A constitutional amendment to allow Nebraskans to bet on so-called historic horse races advances in the legislature after the Unicameral votes to end a filibuster against the measure.
Lawmakers first voted 33-13 to end an eight hour filibuster of the measure that stretched over four legislative days. They then gave initial approval to the amendment on a 29-19 vote.
While LR 41CA received just enough votes to end the filibuster, it fell one vote shy of what it will need to win approval in the legislature and be placed on the ballot in November of 2014.
Sen. Ernie Chambers of Omaha has been the primary opponent of the measure. He told colleagues that gambling interests will soon work to do away with the requirement that the video machines displaying historic races be placed at tracks running live horse races. He pointed out during debate that a track recently ran a 19-second race to meet the technical qualifications.
“Did you hear me?

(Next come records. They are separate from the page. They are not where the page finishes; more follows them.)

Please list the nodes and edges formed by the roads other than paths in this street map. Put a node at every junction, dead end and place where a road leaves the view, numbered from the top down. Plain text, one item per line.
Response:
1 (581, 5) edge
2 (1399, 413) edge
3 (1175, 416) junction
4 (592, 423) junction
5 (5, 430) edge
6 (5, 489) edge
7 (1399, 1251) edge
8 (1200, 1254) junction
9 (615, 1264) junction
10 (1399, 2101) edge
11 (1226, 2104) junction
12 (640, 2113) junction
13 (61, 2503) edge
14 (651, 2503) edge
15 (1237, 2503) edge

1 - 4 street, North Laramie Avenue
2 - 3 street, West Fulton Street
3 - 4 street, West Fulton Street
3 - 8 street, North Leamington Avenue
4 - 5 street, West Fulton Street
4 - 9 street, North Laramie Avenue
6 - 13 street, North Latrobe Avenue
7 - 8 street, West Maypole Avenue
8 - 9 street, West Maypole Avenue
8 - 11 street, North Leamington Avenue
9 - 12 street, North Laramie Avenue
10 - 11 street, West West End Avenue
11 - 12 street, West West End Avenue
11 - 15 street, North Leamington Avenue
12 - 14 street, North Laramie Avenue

That’s what these honest people were doing. Falsifying, fabricating, playing a fast shuffle on the public by running a race when there was snow in other places or it was cold that lasted 19 seconds so that they could qualify for having had live racing,” Chambers stated.

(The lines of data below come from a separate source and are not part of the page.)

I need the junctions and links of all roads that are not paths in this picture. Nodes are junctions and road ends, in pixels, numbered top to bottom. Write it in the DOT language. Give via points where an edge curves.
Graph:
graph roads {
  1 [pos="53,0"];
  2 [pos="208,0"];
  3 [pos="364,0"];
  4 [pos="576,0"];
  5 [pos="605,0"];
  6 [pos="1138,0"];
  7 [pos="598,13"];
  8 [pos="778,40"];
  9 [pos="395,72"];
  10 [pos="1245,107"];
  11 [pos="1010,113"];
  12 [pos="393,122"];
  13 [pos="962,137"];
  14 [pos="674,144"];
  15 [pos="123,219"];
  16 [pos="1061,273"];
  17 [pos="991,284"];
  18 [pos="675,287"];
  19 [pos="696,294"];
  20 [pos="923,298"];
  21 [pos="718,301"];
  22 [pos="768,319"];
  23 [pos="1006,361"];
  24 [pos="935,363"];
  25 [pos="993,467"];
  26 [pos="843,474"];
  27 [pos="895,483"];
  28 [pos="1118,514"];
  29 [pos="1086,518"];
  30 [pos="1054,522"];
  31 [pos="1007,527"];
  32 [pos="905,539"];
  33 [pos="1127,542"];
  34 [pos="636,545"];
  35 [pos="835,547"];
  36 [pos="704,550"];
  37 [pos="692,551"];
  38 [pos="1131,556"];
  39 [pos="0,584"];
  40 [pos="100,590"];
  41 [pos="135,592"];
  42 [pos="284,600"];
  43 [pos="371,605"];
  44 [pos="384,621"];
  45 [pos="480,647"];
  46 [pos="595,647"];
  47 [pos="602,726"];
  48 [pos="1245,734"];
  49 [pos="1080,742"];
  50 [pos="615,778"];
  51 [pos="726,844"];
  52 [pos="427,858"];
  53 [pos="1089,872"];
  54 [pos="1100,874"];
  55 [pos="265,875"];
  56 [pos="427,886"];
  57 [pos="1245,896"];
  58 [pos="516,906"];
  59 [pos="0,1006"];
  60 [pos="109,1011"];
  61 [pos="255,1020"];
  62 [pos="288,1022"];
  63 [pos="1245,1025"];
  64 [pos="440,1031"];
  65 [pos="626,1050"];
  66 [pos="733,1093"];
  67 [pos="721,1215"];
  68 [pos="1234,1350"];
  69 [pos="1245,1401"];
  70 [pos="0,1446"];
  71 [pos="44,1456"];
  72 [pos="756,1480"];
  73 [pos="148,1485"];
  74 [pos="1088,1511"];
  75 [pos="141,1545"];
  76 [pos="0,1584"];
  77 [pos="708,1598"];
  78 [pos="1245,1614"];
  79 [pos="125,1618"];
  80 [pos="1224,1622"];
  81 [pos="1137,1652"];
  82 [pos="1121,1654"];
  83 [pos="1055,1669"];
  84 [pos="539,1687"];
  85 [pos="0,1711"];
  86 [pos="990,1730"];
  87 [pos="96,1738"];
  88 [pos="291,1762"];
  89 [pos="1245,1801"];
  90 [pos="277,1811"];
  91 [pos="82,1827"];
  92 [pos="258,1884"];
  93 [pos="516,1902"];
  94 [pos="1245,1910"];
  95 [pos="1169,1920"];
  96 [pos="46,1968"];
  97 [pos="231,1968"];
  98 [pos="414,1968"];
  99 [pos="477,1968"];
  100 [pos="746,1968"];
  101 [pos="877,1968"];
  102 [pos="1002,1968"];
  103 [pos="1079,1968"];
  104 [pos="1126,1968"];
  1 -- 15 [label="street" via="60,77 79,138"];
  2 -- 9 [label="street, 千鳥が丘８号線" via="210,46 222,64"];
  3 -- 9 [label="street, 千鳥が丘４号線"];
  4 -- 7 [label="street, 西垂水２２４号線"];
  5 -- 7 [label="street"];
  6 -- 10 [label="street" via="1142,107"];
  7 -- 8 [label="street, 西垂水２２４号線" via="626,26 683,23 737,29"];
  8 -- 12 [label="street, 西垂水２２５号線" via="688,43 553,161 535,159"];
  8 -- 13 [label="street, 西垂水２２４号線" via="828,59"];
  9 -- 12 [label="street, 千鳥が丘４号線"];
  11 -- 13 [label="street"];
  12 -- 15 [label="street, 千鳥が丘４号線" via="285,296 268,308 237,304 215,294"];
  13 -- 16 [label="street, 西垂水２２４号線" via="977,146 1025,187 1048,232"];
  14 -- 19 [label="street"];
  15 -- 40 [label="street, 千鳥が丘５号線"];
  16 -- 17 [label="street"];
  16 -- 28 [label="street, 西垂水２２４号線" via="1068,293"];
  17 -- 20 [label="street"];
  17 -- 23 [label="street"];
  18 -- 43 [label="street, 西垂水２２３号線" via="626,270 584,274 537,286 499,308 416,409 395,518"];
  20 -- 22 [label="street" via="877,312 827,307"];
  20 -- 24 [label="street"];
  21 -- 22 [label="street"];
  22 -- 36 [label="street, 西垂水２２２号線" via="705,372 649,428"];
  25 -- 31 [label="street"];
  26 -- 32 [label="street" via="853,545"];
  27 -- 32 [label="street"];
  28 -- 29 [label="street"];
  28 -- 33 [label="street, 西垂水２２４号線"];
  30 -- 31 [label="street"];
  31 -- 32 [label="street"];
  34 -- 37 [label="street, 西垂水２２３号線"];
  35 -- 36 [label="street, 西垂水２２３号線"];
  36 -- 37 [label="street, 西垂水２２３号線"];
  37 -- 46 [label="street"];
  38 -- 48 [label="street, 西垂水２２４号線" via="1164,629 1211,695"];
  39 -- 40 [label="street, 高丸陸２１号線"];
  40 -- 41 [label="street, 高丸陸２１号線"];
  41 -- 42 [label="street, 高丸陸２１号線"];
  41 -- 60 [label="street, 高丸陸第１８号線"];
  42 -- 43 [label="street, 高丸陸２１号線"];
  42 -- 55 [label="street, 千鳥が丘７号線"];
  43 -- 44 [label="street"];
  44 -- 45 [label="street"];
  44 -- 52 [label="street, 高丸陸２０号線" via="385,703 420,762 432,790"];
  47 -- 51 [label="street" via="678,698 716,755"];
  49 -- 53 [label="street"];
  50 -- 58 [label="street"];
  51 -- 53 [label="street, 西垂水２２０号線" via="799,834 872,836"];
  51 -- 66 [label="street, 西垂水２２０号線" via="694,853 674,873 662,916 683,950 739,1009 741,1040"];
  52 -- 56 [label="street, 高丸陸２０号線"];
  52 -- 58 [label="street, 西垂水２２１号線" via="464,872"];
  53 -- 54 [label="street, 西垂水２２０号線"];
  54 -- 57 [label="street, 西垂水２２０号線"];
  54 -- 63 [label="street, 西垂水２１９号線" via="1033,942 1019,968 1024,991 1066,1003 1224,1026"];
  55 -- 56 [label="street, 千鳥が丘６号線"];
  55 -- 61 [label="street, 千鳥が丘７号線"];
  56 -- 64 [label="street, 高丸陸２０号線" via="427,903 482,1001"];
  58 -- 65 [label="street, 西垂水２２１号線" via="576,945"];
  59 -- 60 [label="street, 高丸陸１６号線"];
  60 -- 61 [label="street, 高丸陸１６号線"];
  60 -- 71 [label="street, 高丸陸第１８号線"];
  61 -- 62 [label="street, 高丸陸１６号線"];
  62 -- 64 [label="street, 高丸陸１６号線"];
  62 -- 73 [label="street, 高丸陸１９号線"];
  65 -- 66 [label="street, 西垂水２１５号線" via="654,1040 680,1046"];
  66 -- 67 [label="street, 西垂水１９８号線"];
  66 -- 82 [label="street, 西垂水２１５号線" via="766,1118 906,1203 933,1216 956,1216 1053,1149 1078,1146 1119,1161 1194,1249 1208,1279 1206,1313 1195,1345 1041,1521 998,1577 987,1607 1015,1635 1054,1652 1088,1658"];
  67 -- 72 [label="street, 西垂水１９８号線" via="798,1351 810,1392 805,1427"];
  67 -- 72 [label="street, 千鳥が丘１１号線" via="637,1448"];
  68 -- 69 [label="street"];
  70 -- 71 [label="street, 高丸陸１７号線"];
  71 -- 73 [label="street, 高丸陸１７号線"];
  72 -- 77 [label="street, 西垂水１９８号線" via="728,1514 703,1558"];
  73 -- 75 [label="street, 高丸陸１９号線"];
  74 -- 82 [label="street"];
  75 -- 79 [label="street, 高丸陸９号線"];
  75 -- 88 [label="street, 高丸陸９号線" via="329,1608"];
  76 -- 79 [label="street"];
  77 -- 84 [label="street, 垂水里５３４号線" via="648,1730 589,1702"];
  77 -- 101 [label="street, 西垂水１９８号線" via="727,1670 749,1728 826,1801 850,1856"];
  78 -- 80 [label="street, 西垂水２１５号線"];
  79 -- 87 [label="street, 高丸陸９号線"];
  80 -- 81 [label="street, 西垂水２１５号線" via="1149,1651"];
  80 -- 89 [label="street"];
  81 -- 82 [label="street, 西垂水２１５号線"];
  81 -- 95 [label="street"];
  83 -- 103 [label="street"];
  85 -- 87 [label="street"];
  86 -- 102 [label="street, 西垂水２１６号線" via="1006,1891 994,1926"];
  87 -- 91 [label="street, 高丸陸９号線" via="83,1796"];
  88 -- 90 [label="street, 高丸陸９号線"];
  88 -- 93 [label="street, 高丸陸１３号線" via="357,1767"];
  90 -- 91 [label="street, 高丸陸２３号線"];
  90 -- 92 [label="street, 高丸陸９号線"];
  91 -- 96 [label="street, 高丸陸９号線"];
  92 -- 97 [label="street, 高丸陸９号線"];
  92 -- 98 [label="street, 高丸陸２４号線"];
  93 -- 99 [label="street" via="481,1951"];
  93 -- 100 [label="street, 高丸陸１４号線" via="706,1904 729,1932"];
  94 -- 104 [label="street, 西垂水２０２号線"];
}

The sponsor of the measure, Sen. Scott Lautenbaugh, a senator from Omaha, rejected Chambers’ assertion.
“It is no one’s intent to have these terminals at anywhere other than licensed race tracks where racing takes place. The whole point of this is to promote live racing,” Lautenbaugh responded.
Supporters of the measure say it is needed to keep live horse racing viable in Nebraska. They claim the terminals will generate enough revenue to keep horse tracks afloat.

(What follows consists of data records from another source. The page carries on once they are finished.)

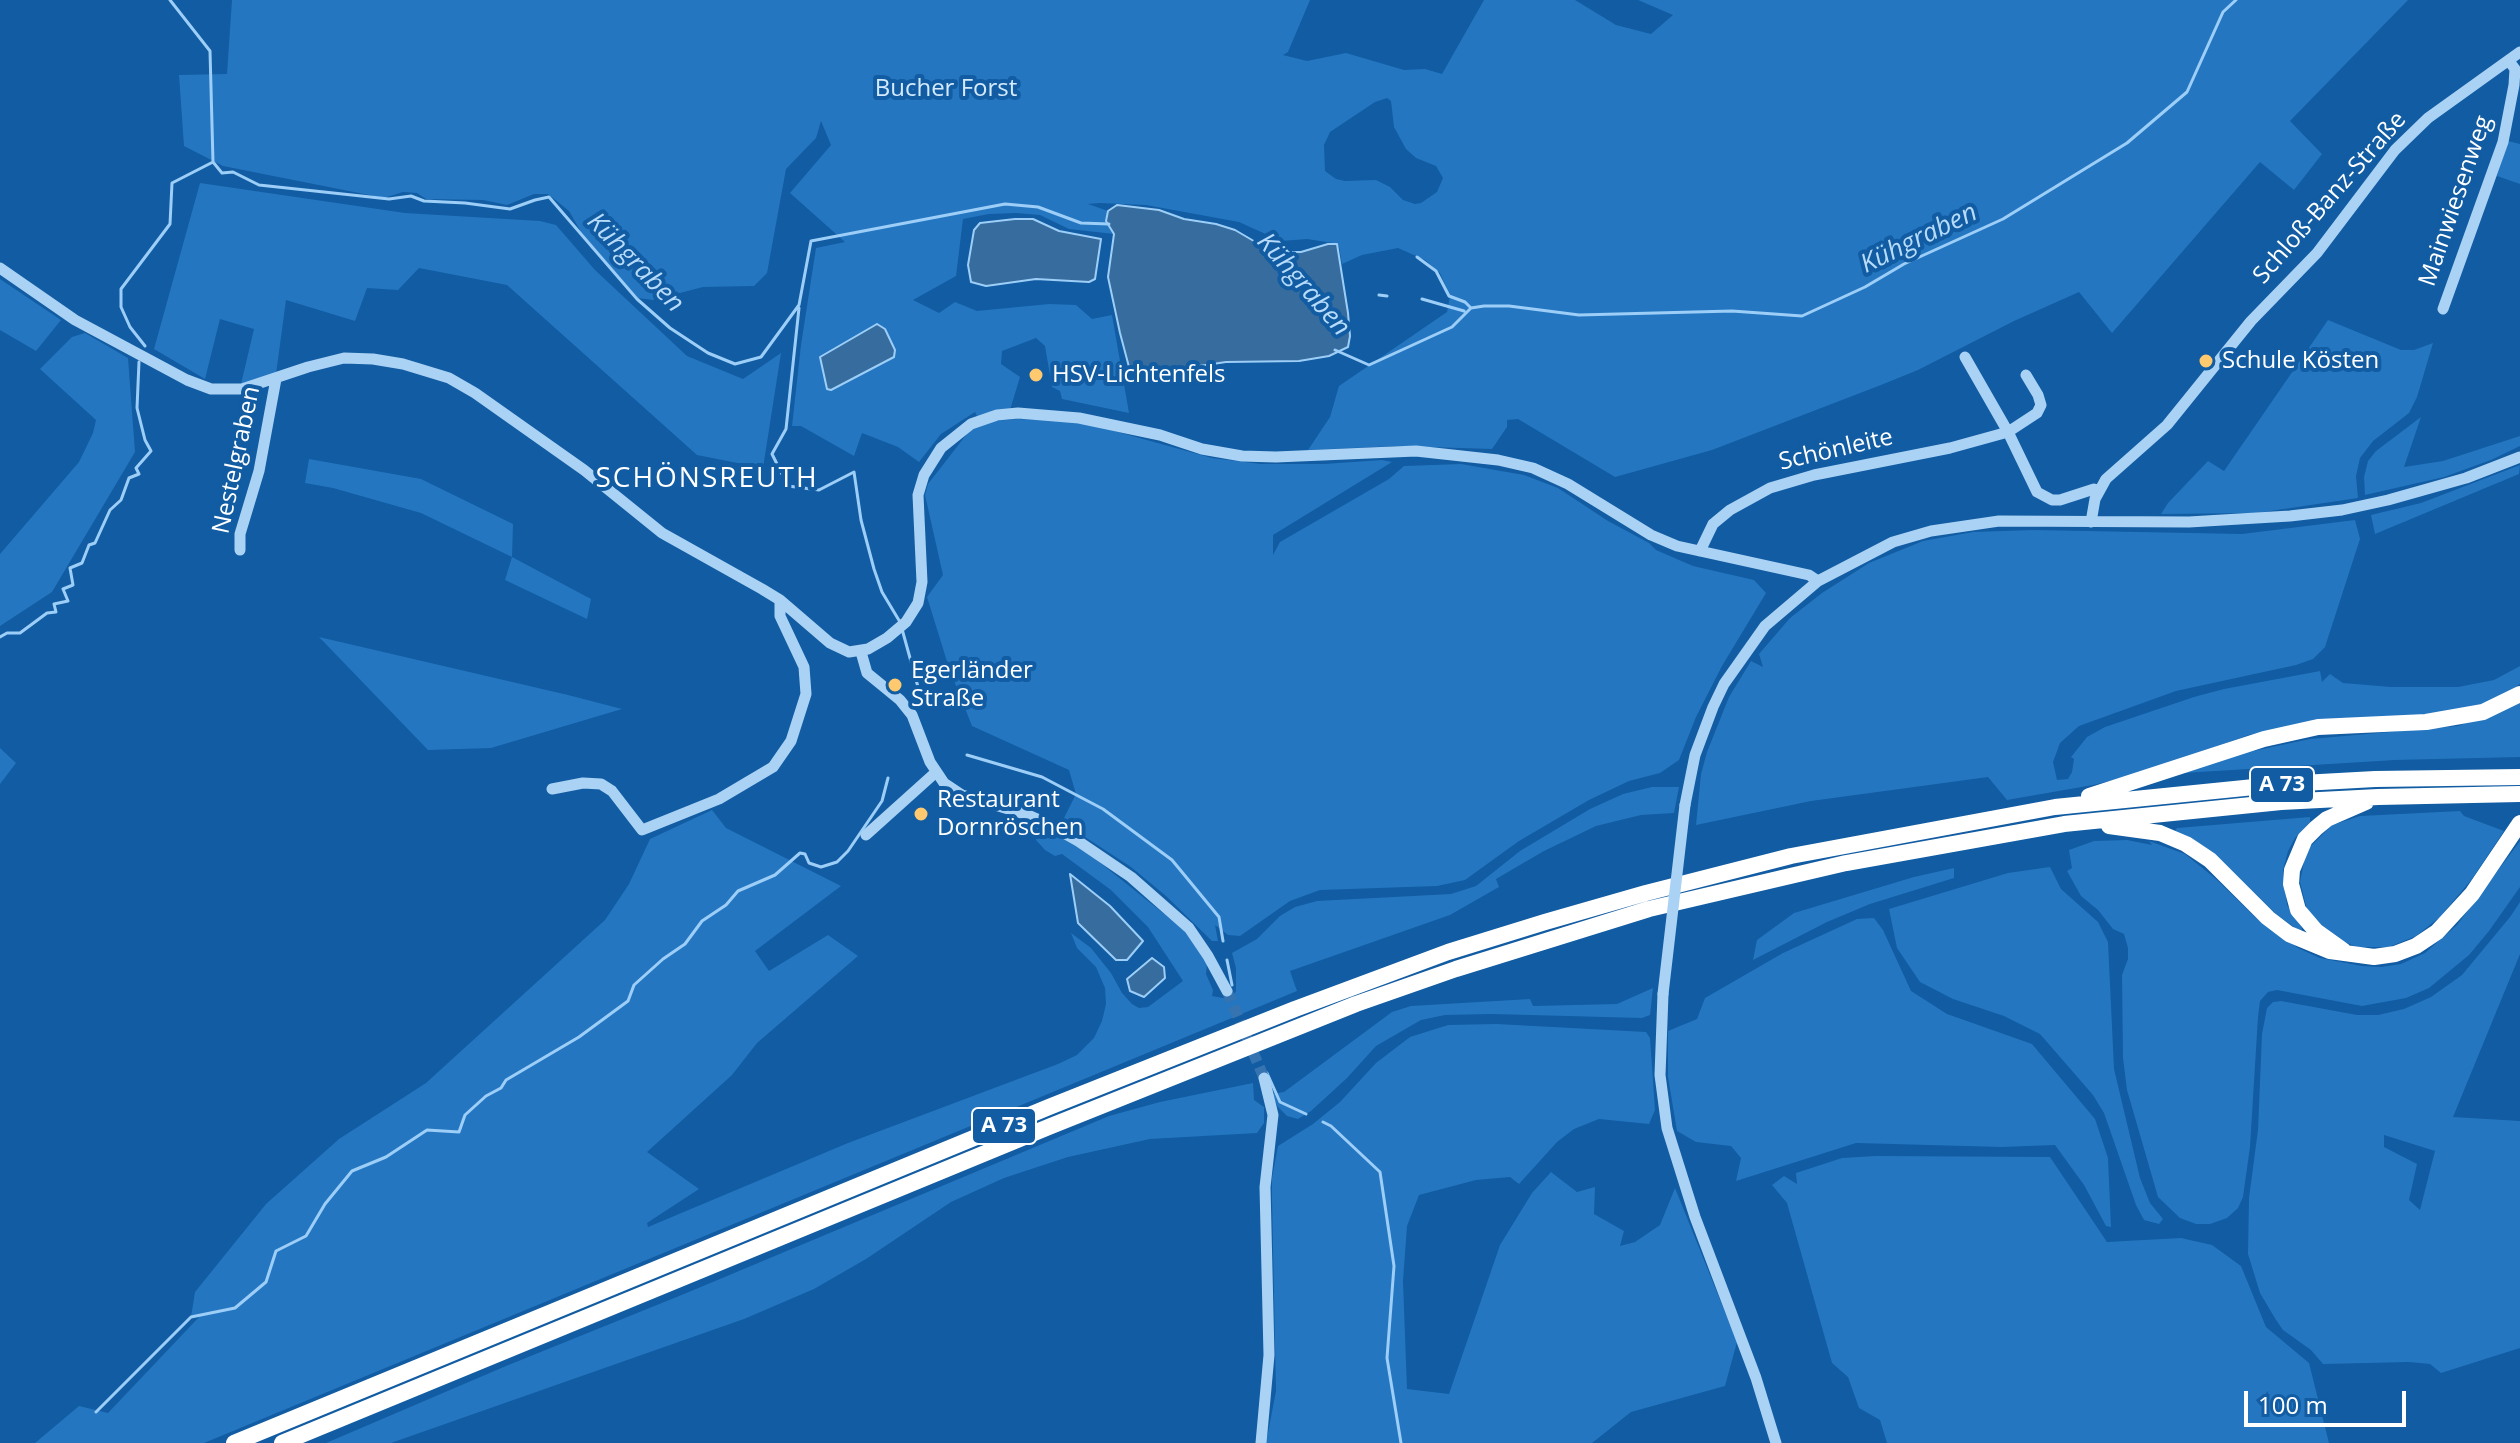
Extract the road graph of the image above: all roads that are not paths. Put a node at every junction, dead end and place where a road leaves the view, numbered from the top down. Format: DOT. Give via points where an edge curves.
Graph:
graph roads {
  1 [pos="2520,52"];
  2 [pos="2509,61"];
  3 [pos="0,268"];
  4 [pos="2443,309"];
  5 [pos="1965,357"];
  6 [pos="2026,375"];
  7 [pos="276,379"];
  8 [pos="2008,432"];
  9 [pos="2520,457"];
  10 [pos="2097,495"];
  11 [pos="2091,522"];
  12 [pos="240,550"];
  13 [pos="1700,551"];
  14 [pos="1818,581"];
  15 [pos="780,600"];
  16 [pos="861,652"];
  17 [pos="2520,694"];
  18 [pos="935,773"];
  19 [pos="2515,777"];
  20 [pos="552,789"];
  21 [pos="2514,794"];
  22 [pos="2378,797"];
  23 [pos="2055,807"];
  24 [pos="2520,823"];
  25 [pos="2064,824"];
  26 [pos="866,835"];
  27 [pos="2348,954"];
  28 [pos="1227,991"];
  29 [pos="1264,1078"];
  30 [pos="234,1443"];
  31 [pos="282,1443"];
  32 [pos="1261,1443"];
  33 [pos="1776,1443"];
  1 -- 2 [label="street, Schloß-Banz-Straße"];
  2 -- 4 [label="street, Mainwiesenweg" via="2515,69 2514,85 2503,142"];
  2 -- 10 [label="street, Schloß-Banz-Straße" via="2428,118 2395,150 2317,253 2251,321 2167,425 2106,479"];
  3 -- 7 [label="street" via="75,320 187,380 222,391"];
  5 -- 8 [label="street"];
  6 -- 8 [label="street, Schönleite" via="2041,405"];
  7 -- 12 [label="street, Nestelgraben"];
  7 -- 15 [label="street" via="355,358 403,364 449,378 584,470 662,533"];
  8 -- 10 [label="street" via="2037,492 2052,500 2094,489"];
  8 -- 13 [label="street, Schönleite" via="1770,488 1713,524"];
  9 -- 11 [label="street" via="2466,478 2342,510 2221,521"];
  10 -- 11 [label="street"];
  11 -- 14 [label="street" via="1999,521 1931,531 1893,542"];
  13 -- 14 [label="street"];
  13 -- 16 [label="street" via="1651,535 1533,468 1416,451 1242,456 1079,418 1018,413 983,419 941,448 924,475 918,503 921,596 902,626"];
  14 -- 33 [label="street, bridge" via="1765,626 1724,684 1695,755 1663,994 1660,1075 1667,1128"];
  15 -- 16 [label="street" via="830,643"];
  15 -- 20 [label="street" via="780,616 800,657 806,687 797,727 773,767 719,799 642,830 601,784"];
  16 -- 18 [label="street" via="867,673 912,715"];
  17 -- 23 [label="highway" via="2483,712 2426,722 2318,727 2264,739"];
  18 -- 26 [label="street"];
  18 -- 28 [label="street" via="962,795 1046,823 1131,877 1199,941"];
  19 -- 23 [label="highway, A 73" via="2284,784"];
  21 -- 22 [label="highway, A 73"];
  22 -- 25 [label="highway, A 73"];
  22 -- 27 [label="highway" via="2316,828 2305,839 2292,870 2298,910"];
  23 -- 30 [label="highway, A 73" via="1791,856 1448,952 1049,1107"];
  24 -- 27 [label="highway" via="2472,894 2437,932 2395,954"];
  25 -- 27 [label="highway" via="2147,830 2186,844 2289,934"];
  25 -- 31 [label="highway, A 73" via="1753,883 1621,917 1442,974 1051,1126"];
  29 -- 32 [label="street" via="1273,1115 1265,1200 1269,1355"];
}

Opponents, though, equate the terminals with slot machines and say the measure simply expands gambling in the state.
That argument persuaded Gov. Dave Heineman to veto a similar measure last year. The legislature fell just short of the votes needed to override the veto. An override isn’t a factor this year. As a constitutional amendment, the measure goes directly to the ballot.
Under historic horse racing, video terminals display games with enough details disguised as to conceal the specific race. General information is provided about the horses and the jockeys.